“And you a Christian, Mr. Steer!”

“There’s a limit to that, ma’am,” said Steer dryly. “In my opinion, not even our Lord could have put up with that feller. Don’t you waste your breath trying to persuade me.”

“Dear me!” murmured the schoolmistress. “I don’t know which of you is worst.”

The only people, in fact, who did know were Steer and Bowden, whose convictions about each other increased as the spring came in with song and leaf and sunshine, and there was no son to attend to the sowing and the calving, and no niece to make the best butter in the parish.

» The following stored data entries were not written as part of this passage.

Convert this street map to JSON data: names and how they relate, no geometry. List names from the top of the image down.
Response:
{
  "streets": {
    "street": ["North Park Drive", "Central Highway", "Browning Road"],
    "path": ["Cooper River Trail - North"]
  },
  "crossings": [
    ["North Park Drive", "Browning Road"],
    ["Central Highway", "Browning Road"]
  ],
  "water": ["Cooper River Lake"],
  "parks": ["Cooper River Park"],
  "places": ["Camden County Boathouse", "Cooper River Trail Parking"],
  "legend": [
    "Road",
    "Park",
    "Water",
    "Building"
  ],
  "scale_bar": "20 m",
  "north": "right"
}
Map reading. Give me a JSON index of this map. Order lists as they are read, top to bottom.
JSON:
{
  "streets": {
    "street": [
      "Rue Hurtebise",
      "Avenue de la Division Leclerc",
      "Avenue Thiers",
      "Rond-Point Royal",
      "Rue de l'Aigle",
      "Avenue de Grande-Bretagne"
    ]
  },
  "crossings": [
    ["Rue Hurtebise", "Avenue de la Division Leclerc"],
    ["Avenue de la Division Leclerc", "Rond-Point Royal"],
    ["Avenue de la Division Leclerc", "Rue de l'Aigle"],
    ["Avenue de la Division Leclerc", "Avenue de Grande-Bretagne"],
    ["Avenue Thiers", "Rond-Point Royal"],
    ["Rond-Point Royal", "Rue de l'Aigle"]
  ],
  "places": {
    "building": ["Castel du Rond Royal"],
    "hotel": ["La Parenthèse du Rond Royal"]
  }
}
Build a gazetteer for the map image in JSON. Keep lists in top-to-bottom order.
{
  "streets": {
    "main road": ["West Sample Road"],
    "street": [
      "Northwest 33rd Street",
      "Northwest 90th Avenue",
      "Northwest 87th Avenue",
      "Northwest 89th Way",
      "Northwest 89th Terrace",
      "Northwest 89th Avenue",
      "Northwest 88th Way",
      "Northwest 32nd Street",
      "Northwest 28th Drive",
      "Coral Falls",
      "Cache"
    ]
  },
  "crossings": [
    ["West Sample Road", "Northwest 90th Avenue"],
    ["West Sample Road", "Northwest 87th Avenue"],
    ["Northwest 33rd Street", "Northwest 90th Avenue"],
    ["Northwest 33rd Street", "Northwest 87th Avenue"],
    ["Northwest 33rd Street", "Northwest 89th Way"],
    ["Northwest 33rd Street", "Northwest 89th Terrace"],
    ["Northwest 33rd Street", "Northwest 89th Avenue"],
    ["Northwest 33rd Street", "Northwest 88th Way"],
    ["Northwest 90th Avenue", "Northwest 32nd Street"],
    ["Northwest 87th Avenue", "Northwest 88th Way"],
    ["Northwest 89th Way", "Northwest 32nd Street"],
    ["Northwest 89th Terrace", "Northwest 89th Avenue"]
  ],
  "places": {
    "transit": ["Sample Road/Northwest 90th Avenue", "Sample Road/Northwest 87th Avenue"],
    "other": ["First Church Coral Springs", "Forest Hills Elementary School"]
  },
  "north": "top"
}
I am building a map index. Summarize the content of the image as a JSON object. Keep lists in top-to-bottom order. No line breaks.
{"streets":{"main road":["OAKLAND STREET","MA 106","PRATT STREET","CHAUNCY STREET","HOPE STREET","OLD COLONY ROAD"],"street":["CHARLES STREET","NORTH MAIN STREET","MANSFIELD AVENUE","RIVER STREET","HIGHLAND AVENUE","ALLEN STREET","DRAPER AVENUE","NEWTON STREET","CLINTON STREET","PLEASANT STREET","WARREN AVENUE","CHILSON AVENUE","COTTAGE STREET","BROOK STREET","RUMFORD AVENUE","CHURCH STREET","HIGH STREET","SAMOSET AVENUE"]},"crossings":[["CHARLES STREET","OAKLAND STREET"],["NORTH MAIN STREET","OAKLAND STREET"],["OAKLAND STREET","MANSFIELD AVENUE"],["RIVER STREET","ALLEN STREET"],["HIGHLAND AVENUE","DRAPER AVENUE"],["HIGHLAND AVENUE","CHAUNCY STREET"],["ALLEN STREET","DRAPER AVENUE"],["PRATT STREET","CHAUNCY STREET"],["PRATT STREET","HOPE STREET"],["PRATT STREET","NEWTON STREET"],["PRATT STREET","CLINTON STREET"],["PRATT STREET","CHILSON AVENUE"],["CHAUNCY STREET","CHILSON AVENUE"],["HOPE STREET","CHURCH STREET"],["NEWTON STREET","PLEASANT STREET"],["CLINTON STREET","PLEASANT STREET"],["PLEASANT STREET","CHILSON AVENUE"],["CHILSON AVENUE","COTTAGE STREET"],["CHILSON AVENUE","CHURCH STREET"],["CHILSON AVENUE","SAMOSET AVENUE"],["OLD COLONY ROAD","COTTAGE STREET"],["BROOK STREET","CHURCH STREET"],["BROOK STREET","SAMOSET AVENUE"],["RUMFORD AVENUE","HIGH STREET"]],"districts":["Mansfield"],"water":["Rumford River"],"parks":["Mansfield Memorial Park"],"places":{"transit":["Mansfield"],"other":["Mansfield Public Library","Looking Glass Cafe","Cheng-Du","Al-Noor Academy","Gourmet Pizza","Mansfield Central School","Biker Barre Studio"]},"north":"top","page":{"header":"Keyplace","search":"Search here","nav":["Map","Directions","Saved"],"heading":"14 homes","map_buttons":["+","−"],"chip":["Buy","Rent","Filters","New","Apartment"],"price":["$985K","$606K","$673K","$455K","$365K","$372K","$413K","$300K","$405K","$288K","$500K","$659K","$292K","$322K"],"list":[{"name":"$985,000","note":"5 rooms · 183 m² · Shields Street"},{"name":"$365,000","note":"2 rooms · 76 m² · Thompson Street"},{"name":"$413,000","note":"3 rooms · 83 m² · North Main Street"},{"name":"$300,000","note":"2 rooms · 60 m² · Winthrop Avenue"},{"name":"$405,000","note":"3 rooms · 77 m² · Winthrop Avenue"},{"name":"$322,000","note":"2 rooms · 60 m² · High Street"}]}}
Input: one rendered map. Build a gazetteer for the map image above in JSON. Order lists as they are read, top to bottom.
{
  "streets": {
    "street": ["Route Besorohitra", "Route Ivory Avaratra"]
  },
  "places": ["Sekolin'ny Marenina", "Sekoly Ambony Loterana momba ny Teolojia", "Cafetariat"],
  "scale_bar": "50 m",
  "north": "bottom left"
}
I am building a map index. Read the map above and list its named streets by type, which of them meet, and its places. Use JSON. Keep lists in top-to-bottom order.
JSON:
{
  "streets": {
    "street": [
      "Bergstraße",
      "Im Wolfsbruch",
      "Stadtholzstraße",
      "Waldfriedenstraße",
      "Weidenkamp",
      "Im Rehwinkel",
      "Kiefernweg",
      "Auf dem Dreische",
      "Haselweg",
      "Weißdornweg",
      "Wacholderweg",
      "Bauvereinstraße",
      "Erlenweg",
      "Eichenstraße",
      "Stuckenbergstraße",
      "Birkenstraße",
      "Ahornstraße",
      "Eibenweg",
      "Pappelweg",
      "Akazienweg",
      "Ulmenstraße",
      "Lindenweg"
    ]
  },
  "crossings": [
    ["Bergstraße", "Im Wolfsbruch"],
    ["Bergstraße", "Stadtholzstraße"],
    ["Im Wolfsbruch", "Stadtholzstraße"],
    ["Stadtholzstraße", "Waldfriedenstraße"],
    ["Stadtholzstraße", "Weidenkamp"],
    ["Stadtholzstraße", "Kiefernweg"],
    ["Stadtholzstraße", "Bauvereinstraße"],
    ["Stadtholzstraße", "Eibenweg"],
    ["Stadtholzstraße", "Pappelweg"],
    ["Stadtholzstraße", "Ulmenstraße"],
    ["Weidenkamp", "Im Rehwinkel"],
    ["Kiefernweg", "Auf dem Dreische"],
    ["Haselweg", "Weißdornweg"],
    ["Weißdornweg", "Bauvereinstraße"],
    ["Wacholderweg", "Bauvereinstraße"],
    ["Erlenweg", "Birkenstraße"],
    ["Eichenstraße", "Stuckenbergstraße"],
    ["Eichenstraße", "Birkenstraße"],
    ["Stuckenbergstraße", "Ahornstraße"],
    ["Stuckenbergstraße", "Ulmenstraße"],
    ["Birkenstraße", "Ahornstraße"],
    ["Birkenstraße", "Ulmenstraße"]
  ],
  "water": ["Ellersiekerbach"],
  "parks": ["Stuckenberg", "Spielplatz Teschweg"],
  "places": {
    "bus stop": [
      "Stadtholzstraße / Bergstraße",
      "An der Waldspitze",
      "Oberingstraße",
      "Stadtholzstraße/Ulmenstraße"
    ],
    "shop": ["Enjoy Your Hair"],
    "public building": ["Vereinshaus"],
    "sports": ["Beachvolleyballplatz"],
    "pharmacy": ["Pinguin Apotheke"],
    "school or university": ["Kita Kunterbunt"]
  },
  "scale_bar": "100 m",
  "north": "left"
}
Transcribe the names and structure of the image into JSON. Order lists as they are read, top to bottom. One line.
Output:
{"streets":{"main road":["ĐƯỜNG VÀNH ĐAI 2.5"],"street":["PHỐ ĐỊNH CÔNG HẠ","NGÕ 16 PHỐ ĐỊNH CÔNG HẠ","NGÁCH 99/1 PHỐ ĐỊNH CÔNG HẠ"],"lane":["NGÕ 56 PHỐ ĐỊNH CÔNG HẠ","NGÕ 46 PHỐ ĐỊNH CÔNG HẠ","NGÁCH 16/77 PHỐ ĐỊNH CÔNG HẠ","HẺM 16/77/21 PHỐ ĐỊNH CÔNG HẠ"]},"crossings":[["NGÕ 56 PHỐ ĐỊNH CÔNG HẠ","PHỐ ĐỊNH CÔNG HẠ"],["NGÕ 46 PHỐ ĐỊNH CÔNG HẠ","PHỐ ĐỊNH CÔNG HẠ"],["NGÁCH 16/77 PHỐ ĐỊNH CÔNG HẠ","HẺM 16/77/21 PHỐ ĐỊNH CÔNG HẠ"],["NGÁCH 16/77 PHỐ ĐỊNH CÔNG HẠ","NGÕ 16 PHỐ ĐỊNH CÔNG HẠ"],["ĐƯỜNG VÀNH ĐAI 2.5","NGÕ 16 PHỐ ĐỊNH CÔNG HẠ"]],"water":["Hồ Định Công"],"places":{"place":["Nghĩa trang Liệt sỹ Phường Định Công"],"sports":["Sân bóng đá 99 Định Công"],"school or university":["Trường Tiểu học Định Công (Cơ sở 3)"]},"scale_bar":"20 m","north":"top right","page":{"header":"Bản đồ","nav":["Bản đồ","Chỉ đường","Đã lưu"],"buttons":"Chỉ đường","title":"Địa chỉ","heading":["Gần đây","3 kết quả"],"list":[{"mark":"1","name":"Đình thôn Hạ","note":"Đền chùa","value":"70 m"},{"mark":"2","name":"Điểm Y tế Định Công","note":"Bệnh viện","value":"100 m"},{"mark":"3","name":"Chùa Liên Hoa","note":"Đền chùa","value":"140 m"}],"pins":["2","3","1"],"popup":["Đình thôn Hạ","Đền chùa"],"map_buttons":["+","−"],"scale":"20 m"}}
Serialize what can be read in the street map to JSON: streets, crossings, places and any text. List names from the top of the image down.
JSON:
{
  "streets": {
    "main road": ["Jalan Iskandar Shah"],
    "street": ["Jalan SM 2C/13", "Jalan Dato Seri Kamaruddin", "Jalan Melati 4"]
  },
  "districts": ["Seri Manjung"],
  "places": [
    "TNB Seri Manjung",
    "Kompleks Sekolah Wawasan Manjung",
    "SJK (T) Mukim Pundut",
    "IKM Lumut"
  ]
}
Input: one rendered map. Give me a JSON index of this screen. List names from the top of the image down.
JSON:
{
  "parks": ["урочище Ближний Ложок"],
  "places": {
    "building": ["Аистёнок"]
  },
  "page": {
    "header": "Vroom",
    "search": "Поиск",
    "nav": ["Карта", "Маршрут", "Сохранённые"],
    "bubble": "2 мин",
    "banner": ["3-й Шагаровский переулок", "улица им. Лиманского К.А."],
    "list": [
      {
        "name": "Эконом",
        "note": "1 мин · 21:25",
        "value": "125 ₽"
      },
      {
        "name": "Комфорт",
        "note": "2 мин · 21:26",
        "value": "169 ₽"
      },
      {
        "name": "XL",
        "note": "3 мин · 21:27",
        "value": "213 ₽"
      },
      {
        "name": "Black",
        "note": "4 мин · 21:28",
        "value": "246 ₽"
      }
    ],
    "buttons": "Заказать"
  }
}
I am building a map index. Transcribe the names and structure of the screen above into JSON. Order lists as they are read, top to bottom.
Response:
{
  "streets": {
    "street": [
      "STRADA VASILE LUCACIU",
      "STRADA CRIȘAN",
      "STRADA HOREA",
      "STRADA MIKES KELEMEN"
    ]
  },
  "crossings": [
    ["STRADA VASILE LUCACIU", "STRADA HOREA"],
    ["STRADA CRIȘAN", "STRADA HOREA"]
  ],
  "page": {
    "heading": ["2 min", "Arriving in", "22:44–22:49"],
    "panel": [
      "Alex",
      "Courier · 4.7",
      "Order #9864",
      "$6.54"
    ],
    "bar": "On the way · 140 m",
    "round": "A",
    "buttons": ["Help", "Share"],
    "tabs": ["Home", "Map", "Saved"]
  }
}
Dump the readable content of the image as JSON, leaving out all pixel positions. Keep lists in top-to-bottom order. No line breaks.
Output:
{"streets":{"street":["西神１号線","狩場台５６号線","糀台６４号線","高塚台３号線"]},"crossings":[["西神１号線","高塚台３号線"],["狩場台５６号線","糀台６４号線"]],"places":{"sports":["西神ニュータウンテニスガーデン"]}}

Towards the end of May, on a ‘brave’ day, when the wind was lively in the ash-trees and the buttercups bright gold, the girl Pansy had her hour; and on the following morning Bowden received this letter from his son.

“Dear Father,

“They don’t let us tell where we are so all I can say is there’s some crumps come over that stop at nothing and you could bury a waggon where they hit. The grub is nothing to complain of. Hope you have done well with calves. The green within sight of here wouldn’t keep a rabbit alive half a day. The thing I wish to say is If I have a son by you know who—call it Edward, after you and me. It makes you think out here. She would like to hear perhaps that I will marry her if I come back so as not to have it on my mind. There is some German prisoners in our section—big fellows and proper swine with their machine-guns I can tell you. Hope you are well as this leaves me. Has that swine Steer given over asking for his money? I would like to see the old farm again. Tell granma to keep warm. No more now from

“Your loving son
“Ned.”

After standing for some minutes by the weighing machine trying to make head or tail of his own sensations, Bowden took the letter up to the girl Pansy, lying beside her offspring in her narrow cabin of a room. In countrymen who never observe themselves, a letter or event which ploughs up fallow land of feeling, or blasts the rock of some prejudice, causes a prolonged mental stammer or hiatus. So Ned wanted to marry the girl if he came home! The Bowdens were an old family, the girl cross-bred. It wasn’t fitting! And the news that Ned had it on his mind brought home to Bowden as never before the danger his son was in. With profound instinct he knew that compunction did not seriously visit those who felt life sure and strong within them; so that there was a kind of superstition in the way he took the letter up to the girl. After all, the child was as much bone of Ned’s bone and of his own as if the girl had been married in church—a boy too. He gave it her with the words: “Here’s a present for yu and Edward the seventh.”

The village widow, accustomed to attend these simple cases, stepped outside, and while the girl was reading, Bowden sat down on the low seat beneath the little window. The ceiling just touched his head if he remained standing. Her coarse nightgown fell back from her strong arms and neck, her hair showed black and lustreless on the coarse pillow; he could not see her face for the letter, but he heard her sigh. Somehow he felt sorry.

“Shid ought to du yu gude,” he said.

Dropping the letter, so that her eyes met his, the girl spoke.